The book is a historical account of strategic maneuvers through Northern Italy in order for rulers to dominate neighboring provinces. Machiavelli himself is displayed as a wise power player, preaching the importance of making bold decisions and always thinking ahead. Readers are also taken into the unconventional mind of Machiavelli and his insight into a darker domain of human psychology. Machiavelli argues that maneuvers have to be insidious and masked in darkness. The book claims that the "qualities traditionally considered as 'virtuous', in the Christian or feudal senses, were not virtuous at all in a prince."(pg xxvi) Claiming that double-cross, deceit, and an overwhelming desire for more are traits all good "princes" must posses in order to be successful in the contest of power.
The book is organized as a practical, "how-to" guide which makes it extremely useful. Although many of us here on Amazon might not be contemplating the complete take over of foreign nations, the teachings of the book can be used by ordinary people to secure their place in the workplace by organizing employees in a structure suited to your needs- "How a prince should organize his militia" (pg47), or whether a situation needs either your harshness or benevolence- "Cruelty and compassion; and whether it is better to be loved than feared, or the reverse" (pg 53).

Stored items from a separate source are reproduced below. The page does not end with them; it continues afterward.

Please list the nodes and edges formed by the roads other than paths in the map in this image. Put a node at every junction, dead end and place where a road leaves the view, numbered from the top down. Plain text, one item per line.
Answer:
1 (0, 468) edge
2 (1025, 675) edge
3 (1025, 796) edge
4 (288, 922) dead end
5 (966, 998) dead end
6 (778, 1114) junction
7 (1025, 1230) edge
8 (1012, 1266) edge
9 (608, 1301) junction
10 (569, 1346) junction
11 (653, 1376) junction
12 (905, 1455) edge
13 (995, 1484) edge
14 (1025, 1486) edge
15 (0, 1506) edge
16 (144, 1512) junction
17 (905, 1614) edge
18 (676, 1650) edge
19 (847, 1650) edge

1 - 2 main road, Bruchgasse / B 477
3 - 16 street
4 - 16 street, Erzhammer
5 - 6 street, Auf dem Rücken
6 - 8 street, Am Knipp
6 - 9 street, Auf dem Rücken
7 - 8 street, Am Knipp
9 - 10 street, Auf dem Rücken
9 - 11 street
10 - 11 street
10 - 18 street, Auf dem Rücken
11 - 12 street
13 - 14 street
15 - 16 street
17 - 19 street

For myself, Machiavelli's insight into "how far human affairs are governed by fortune, and how fortune can be opposed"(pg 79) was a good insight on how circumstances shape human minds. An example would be the spoiled good life of one man vs. the cohesive rise of another. A good prince does not treat both in the same manner. An admirable lesson to take from the book is the idea of creating opportunities, no matter what our circumstances are.
All in all, the book is easy to read and insightful on the responsibility of anyone creating power for themselves.